### Data to use:
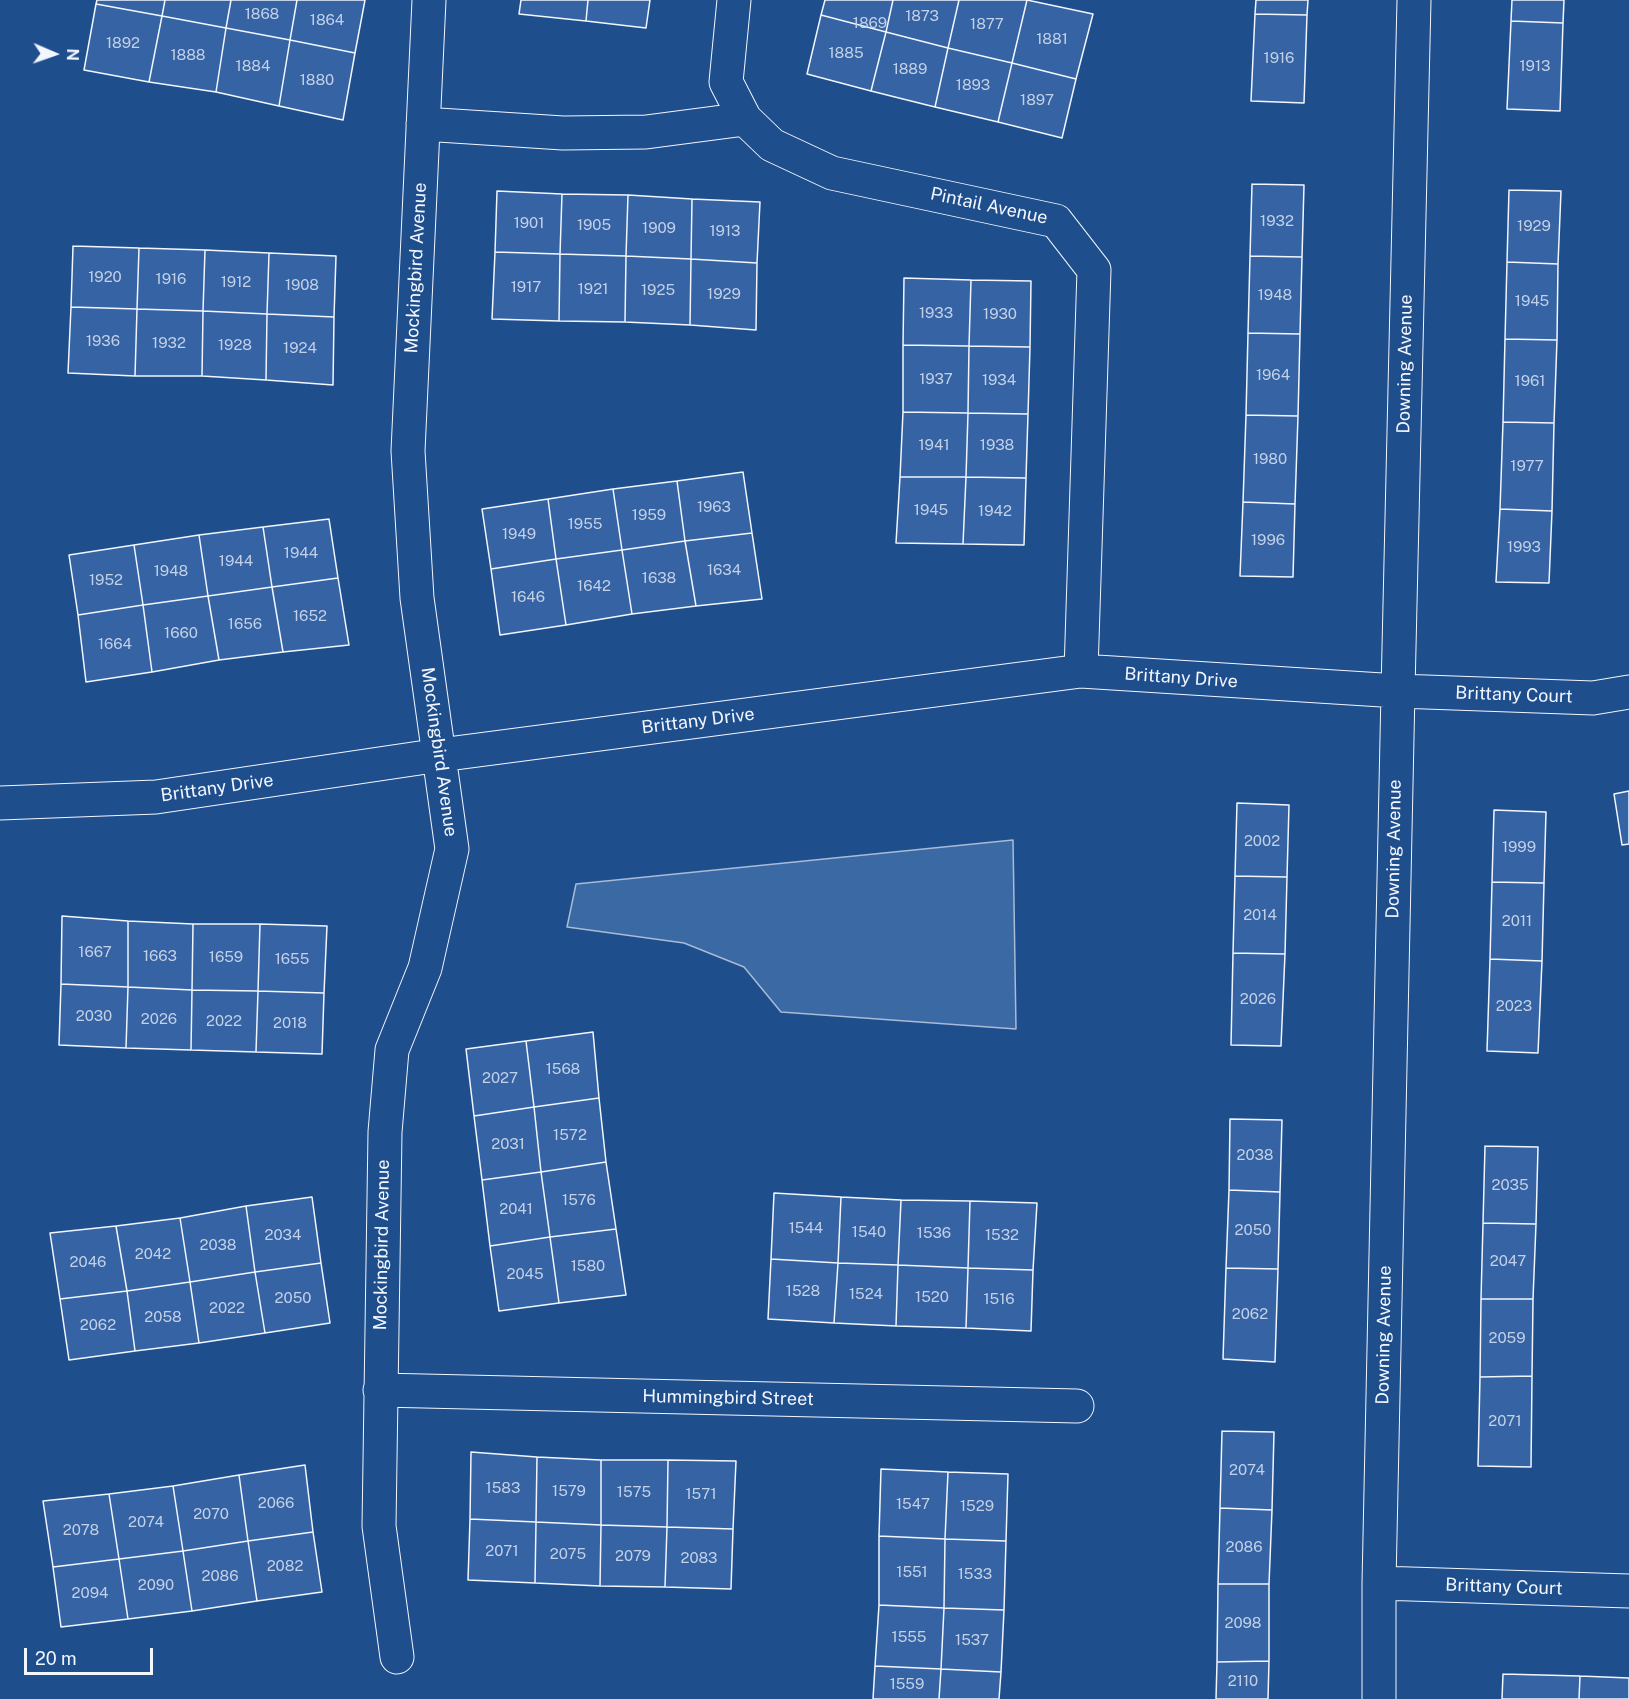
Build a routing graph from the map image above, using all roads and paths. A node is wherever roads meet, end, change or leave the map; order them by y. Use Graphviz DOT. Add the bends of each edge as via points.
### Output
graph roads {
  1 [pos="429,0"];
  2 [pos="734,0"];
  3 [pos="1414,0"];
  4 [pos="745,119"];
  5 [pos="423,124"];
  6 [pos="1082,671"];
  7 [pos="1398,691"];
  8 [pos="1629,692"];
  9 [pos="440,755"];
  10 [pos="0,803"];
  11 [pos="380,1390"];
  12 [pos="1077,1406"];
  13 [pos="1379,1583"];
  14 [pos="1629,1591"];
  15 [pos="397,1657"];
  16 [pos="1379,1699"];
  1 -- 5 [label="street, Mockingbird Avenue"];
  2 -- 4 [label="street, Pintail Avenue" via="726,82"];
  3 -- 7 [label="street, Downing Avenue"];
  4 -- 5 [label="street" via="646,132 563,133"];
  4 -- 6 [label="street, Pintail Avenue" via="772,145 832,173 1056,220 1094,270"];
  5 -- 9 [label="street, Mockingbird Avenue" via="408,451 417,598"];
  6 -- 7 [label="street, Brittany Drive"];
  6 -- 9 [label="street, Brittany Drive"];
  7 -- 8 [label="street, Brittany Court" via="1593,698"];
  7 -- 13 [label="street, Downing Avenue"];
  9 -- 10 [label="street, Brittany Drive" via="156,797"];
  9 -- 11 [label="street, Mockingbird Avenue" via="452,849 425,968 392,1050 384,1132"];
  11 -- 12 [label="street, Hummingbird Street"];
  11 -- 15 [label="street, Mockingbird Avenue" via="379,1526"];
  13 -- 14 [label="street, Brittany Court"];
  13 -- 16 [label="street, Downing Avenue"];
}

### Description of the task:
Set the whole listing down again unchanged, apart from the pictures, which are omitted.

### Result of this task:
Build a routing graph from the map image above, using all roads and paths. A node is wherever roads meet, end, change or leave the map; order them by y. Use Graphviz DOT. Add the bends of each edge as via points.
### Output
graph roads {
  1 [pos="429,0"];
  2 [pos="734,0"];
  3 [pos="1414,0"];
  4 [pos="745,119"];
  5 [pos="423,124"];
  6 [pos="1082,671"];
  7 [pos="1398,691"];
  8 [pos="1629,692"];
  9 [pos="440,755"];
  10 [pos="0,803"];
  11 [pos="380,1390"];
  12 [pos="1077,1406"];
  13 [pos="1379,1583"];
  14 [pos="1629,1591"];
  15 [pos="397,1657"];
  16 [pos="1379,1699"];
  1 -- 5 [label="street, Mockingbird Avenue"];
  2 -- 4 [label="street, Pintail Avenue" via="726,82"];
  3 -- 7 [label="street, Downing Avenue"];
  4 -- 5 [label="street" via="646,132 563,133"];
  4 -- 6 [label="street, Pintail Avenue" via="772,145 832,173 1056,220 1094,270"];
  5 -- 9 [label="street, Mockingbird Avenue" via="408,451 417,598"];
  6 -- 7 [label="street, Brittany Drive"];
  6 -- 9 [label="street, Brittany Drive"];
  7 -- 8 [label="street, Brittany Court" via="1593,698"];
  7 -- 13 [label="street, Downing Avenue"];
  9 -- 10 [label="street, Brittany Drive" via="156,797"];
  9 -- 11 [label="street, Mockingbird Avenue" via="452,849 425,968 392,1050 384,1132"];
  11 -- 12 [label="street, Hummingbird Street"];
  11 -- 15 [label="street, Mockingbird Avenue" via="379,1526"];
  13 -- 14 [label="street, Brittany Court"];
  13 -- 16 [label="street, Downing Avenue"];
}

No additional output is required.